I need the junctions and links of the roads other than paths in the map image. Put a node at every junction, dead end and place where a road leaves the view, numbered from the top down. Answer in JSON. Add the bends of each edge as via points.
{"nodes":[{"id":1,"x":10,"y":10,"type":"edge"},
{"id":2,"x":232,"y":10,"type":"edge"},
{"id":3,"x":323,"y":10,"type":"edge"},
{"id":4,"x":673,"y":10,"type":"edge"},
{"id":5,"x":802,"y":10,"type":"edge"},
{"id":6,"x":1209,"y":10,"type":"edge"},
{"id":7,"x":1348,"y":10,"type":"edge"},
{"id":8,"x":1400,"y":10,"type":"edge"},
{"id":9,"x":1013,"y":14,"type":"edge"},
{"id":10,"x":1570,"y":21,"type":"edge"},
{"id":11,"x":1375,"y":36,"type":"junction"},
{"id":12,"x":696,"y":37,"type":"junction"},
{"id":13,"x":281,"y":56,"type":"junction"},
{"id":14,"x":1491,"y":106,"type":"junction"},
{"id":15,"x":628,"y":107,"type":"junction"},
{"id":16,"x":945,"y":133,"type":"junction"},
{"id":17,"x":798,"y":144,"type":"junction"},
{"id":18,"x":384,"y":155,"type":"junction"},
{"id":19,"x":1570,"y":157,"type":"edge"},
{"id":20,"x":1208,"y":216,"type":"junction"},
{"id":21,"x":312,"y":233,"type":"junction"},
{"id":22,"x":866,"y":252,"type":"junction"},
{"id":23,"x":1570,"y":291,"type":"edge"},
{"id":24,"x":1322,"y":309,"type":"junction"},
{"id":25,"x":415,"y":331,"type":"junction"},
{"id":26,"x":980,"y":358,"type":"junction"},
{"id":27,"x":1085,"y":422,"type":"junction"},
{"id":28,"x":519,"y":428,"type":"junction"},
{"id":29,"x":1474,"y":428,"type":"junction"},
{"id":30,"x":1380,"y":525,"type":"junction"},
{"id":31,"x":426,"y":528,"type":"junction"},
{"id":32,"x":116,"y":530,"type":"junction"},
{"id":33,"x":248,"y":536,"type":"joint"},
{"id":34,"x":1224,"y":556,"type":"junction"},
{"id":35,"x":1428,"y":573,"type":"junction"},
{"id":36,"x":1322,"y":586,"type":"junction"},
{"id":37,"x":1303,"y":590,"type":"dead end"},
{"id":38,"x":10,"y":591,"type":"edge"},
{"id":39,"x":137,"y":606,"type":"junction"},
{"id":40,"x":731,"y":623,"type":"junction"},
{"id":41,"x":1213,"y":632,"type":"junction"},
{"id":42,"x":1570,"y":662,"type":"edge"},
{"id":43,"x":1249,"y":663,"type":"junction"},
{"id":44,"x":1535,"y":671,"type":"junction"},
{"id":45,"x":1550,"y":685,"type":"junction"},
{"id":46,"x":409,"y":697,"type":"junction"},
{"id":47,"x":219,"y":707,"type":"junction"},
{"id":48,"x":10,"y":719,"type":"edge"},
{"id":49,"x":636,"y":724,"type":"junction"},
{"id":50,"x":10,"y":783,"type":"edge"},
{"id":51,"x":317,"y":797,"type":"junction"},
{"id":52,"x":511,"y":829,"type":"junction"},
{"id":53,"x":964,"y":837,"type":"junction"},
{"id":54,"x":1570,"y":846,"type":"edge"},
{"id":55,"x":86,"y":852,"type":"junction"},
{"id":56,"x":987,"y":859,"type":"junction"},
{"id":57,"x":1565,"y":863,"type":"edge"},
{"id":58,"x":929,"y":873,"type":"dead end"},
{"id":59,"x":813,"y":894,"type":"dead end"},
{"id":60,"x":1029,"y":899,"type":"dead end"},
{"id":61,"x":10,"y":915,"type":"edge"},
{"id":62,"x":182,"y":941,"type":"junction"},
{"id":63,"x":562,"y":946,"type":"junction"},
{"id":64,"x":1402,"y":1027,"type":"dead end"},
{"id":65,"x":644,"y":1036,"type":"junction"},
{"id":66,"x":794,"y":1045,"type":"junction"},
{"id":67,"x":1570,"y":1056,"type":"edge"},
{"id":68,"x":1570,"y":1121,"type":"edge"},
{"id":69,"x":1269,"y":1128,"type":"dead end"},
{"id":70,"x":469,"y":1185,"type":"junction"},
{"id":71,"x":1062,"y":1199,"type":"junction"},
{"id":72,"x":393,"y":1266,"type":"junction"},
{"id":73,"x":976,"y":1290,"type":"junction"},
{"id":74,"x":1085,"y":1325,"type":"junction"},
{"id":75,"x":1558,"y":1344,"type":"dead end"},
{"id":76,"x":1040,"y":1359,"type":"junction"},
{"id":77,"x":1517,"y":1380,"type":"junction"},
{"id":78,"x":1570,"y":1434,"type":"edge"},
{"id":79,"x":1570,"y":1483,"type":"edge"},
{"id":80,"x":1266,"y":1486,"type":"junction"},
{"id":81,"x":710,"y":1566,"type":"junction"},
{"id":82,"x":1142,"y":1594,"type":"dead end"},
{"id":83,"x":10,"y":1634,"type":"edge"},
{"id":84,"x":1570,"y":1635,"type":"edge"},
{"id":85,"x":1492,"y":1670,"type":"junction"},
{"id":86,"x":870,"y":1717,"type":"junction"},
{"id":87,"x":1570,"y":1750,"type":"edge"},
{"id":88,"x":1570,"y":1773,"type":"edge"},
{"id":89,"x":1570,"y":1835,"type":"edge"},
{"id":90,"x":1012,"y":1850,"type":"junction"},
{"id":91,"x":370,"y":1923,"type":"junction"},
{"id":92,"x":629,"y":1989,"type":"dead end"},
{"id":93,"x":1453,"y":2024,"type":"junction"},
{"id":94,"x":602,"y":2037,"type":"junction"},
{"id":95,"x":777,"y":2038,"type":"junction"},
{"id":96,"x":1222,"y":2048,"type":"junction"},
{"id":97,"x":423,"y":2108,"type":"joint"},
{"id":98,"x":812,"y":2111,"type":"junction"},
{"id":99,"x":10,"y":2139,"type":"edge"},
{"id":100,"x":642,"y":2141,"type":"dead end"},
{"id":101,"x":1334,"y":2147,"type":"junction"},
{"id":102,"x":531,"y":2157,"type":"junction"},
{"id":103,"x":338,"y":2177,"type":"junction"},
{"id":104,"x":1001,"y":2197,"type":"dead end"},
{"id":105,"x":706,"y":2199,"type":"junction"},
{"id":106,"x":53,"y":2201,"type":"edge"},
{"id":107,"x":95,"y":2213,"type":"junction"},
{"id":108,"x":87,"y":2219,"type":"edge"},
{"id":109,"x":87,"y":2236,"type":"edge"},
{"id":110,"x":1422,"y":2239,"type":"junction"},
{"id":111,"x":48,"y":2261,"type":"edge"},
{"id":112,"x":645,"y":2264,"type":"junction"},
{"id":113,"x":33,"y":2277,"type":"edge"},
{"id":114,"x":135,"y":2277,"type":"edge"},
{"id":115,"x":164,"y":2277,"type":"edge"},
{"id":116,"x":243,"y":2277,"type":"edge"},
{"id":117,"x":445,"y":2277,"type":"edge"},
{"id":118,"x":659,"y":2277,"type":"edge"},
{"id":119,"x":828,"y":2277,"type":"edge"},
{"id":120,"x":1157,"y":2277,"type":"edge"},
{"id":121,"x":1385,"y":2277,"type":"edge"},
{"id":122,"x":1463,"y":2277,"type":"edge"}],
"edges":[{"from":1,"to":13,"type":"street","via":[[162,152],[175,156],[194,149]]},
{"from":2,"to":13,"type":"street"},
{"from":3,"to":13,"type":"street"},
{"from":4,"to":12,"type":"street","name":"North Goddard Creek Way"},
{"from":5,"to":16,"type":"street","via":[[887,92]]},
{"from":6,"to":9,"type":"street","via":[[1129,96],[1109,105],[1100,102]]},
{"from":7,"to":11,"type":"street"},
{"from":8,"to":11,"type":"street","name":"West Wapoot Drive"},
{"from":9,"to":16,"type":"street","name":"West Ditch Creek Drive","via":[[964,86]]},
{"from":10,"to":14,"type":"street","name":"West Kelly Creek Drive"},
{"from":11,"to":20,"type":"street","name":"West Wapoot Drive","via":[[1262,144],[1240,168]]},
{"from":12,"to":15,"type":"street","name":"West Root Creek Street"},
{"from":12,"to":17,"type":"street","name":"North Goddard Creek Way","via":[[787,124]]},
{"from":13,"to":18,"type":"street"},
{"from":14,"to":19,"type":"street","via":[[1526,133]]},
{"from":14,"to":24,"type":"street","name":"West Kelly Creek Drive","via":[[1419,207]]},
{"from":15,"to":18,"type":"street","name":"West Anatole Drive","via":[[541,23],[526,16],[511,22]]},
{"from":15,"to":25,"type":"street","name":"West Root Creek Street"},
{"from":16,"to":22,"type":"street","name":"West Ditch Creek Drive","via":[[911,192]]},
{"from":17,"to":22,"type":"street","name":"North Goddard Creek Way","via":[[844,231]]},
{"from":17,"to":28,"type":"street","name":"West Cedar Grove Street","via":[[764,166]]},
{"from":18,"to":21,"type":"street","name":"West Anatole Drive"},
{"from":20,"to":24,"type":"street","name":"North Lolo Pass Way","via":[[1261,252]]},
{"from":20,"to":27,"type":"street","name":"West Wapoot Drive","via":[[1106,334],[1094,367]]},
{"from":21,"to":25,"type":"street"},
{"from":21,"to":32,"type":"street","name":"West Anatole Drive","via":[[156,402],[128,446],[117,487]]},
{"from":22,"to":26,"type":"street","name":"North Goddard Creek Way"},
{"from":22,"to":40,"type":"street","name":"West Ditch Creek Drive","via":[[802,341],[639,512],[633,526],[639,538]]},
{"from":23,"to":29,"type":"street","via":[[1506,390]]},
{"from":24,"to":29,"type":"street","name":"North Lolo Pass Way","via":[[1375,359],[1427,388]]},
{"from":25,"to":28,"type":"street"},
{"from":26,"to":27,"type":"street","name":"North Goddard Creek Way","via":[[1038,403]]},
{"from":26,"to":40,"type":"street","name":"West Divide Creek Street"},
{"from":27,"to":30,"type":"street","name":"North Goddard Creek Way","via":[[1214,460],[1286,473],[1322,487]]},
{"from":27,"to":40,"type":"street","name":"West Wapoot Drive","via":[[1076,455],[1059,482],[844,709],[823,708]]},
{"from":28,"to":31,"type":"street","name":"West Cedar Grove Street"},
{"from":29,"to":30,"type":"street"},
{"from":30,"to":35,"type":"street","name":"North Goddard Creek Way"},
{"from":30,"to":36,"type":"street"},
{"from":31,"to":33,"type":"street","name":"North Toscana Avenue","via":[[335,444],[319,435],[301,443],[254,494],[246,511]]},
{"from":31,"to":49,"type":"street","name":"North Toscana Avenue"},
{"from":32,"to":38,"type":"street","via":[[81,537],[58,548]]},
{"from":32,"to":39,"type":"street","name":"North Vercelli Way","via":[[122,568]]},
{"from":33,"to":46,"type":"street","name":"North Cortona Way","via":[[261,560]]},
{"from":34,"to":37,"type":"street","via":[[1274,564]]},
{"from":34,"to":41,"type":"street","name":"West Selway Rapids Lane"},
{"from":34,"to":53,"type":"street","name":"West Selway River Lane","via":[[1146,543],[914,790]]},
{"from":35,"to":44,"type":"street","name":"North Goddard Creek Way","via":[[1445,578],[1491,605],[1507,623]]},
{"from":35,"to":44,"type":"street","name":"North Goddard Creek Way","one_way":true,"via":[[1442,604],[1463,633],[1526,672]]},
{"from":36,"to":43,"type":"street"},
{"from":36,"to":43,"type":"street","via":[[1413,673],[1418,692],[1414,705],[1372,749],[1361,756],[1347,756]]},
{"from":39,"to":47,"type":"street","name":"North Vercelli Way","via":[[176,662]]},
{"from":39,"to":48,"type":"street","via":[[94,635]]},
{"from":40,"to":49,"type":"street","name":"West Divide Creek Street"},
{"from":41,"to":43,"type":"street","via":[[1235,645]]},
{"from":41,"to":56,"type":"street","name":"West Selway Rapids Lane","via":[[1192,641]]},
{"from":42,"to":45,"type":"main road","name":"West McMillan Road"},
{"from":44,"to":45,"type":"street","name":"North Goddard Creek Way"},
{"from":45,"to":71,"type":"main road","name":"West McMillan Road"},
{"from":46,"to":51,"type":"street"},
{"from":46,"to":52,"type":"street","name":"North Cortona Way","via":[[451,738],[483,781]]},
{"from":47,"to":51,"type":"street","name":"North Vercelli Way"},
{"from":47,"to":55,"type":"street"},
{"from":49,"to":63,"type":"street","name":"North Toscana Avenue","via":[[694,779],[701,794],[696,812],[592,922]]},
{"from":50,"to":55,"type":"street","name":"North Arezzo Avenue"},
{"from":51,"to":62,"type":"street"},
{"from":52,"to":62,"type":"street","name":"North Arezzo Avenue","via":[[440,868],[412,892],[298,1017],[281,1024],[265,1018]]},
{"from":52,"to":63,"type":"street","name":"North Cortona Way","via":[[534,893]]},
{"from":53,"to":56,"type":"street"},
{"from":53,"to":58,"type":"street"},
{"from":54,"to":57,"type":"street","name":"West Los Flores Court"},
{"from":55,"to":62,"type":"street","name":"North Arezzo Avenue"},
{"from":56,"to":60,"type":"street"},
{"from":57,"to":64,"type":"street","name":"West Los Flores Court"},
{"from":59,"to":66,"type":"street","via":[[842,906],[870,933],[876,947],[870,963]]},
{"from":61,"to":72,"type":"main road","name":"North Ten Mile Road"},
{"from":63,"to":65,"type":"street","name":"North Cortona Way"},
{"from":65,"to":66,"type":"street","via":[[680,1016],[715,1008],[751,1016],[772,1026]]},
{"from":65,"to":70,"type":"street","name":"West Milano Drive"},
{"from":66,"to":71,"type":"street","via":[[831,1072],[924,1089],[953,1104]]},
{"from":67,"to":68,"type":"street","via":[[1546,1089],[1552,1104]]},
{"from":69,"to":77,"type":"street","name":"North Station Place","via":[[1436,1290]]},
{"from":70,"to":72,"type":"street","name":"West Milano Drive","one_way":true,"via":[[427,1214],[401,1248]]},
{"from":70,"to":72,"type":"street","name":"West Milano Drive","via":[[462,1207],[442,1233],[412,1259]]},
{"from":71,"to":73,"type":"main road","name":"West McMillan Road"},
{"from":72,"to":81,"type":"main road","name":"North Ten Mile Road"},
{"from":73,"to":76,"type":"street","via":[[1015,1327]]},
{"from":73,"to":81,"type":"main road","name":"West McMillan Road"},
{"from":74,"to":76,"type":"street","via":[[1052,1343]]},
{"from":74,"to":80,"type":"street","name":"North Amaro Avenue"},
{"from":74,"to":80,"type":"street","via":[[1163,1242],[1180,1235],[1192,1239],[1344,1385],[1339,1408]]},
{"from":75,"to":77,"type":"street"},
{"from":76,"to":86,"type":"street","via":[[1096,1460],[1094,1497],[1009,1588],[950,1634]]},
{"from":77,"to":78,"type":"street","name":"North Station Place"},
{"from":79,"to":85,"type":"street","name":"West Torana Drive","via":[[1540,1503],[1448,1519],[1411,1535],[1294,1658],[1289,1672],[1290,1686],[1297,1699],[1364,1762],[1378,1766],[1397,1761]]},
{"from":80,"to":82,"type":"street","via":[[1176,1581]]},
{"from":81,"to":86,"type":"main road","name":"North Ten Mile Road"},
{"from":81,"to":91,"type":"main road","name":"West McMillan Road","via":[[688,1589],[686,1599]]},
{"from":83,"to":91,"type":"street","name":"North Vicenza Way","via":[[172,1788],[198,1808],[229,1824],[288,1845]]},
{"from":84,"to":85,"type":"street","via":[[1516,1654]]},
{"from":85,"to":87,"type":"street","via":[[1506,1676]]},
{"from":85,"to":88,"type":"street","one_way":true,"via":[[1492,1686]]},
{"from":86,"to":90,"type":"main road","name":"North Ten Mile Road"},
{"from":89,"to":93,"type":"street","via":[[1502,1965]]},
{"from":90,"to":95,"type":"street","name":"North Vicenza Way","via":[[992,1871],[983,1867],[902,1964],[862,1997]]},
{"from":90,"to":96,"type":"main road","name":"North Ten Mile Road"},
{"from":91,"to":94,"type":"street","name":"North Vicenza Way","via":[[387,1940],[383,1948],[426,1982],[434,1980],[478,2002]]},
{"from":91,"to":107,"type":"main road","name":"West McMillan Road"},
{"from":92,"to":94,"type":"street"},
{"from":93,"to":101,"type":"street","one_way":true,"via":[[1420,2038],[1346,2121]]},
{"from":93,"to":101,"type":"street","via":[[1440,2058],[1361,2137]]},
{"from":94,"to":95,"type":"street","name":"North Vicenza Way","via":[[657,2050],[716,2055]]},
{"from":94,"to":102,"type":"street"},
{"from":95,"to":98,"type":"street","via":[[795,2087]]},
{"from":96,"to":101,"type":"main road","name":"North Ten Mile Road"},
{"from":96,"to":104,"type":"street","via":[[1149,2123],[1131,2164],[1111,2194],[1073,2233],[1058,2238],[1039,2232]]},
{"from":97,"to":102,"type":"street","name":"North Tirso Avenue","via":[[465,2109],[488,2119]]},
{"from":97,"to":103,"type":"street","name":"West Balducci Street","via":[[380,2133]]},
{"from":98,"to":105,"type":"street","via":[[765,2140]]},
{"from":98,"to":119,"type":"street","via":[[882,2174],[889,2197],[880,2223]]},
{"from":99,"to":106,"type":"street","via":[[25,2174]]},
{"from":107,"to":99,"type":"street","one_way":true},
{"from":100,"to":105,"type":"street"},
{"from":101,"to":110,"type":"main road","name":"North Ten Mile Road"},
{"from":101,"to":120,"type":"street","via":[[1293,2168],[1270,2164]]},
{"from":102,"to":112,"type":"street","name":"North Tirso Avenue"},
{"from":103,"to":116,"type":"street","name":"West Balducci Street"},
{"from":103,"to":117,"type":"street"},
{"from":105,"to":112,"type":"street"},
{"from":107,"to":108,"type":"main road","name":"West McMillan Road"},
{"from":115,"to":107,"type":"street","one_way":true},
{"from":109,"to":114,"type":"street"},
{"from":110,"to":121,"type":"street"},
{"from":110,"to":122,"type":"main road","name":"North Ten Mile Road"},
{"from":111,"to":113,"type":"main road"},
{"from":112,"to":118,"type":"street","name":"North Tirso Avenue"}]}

⁂

YOUR TASK:
Find every line in the records that uses the string "Flores", then copy it.

FINISHED EXERCISE:
{"from":54,"to":57,"type":"street","name":"West Los Flores Court"},
{"from":57,"to":64,"type":"street","name":"West Los Flores Court"},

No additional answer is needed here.